Chapter 12: Keys and Indexes



Designing a robust schema goes beyond defining tables and columns. The right keys and indexes enforce data integrity, prevent anomalies, and turbocharge query performance. In this chapter, you’ll learn how to:

  • Distinguish and implement primary keys and surrogate keys

  • Configure foreign keys to uphold referential integrity

  • Create the most effective indexes for your queries

  • Balance speed gains against storage and maintenance costs

By the end, you’ll know how to architect schemas that both safeguard your data and serve queries at lightning speed.

1. Primary Keys and Surrogate Keys

A table’s primary key uniquely identifies each row. Choosing the right key type sets the foundation for joins, lookups, and integrity.

1.1 Natural vs.
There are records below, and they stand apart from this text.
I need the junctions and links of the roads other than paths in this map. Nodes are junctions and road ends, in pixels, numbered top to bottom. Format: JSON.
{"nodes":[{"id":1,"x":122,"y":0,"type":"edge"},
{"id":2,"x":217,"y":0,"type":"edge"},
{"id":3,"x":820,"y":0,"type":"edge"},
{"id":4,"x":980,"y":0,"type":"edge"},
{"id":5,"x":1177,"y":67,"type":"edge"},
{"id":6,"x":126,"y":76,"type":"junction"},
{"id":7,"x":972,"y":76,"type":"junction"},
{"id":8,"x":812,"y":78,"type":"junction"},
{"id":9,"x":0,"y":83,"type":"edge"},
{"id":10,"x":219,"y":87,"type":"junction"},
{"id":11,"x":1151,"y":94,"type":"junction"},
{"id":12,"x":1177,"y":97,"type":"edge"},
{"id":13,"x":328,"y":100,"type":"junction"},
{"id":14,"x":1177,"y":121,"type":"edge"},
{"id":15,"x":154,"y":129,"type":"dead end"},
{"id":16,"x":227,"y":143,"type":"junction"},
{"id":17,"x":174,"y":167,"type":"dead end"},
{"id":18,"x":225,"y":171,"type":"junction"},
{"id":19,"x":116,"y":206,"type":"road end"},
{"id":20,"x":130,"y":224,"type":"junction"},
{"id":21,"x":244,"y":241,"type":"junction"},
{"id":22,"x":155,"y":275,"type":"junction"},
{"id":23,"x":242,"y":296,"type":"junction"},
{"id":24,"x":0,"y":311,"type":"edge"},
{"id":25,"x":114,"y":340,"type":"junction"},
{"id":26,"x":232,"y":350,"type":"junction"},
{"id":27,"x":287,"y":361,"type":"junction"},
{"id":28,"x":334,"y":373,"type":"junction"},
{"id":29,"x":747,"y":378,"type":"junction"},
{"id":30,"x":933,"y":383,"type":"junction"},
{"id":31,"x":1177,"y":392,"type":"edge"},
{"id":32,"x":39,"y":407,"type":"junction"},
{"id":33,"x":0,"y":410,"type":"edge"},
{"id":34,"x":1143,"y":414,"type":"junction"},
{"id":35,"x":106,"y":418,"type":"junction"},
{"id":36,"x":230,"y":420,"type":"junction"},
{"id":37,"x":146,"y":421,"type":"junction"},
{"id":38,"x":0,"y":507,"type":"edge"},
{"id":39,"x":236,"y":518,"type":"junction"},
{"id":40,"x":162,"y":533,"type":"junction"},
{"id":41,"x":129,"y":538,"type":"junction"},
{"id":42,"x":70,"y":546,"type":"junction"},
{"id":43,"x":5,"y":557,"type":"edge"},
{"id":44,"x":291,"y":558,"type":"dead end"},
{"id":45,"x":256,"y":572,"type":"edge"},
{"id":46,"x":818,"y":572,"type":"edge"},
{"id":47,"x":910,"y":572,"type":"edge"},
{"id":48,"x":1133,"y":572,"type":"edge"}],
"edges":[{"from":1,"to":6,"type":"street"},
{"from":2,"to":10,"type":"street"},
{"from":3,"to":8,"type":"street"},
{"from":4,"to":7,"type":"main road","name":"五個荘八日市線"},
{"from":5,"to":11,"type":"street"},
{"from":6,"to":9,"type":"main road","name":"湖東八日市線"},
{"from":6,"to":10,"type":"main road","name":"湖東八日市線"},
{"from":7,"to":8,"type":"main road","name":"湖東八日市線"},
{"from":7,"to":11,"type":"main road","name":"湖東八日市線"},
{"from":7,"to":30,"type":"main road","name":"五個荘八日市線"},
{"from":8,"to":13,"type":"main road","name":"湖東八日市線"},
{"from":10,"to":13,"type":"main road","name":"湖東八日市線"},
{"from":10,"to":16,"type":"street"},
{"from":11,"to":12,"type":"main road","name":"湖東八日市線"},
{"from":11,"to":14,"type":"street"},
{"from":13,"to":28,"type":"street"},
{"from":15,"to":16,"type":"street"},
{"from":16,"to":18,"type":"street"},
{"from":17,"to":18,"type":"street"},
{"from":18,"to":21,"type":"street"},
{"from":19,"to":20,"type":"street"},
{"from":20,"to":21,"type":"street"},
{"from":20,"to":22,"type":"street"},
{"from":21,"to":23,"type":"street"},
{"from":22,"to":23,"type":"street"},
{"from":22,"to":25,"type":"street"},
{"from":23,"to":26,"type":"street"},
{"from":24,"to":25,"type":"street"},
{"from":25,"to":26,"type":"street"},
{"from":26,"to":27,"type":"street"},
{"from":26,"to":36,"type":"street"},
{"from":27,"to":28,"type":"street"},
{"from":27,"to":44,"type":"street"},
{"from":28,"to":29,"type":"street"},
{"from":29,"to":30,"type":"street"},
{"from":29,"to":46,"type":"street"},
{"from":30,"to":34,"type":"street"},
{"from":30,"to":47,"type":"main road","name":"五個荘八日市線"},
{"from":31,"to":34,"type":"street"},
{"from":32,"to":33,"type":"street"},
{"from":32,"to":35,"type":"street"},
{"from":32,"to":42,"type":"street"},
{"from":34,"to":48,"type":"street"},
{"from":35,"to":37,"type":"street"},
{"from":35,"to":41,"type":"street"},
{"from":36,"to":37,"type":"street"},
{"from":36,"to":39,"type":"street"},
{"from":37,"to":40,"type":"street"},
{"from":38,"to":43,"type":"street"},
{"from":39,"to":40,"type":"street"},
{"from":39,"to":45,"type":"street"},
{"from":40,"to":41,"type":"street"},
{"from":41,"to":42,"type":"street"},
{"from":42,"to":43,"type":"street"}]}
Surrogate Keys

  • Natural Key An existing attribute or set of attributes that uniquely describes the entity (e.g., a country’s ISO code, a user’s email). • Pros: No extra column needed; human-readable. • Cons: Subject to business-driven changes; large or composite natural keys bloat indexes and FKs.

  • Surrogate Key An arbitrary, system-generated identifier (e.g., SERIAL, UUID, IDENTITY). • Pros: Immutable, fixed-size, minimal. • Cons: Requires an extra column; not meaningful outside the system.

1.2 Defining Primary Keys

sql
CREATE TABLE products (
  product_id   SERIAL     PRIMARY KEY,
  sku          VARCHAR(20) NOT NULL UNIQUE,
  name         TEXT       NOT NULL
);
  • Always declare one primary key per table.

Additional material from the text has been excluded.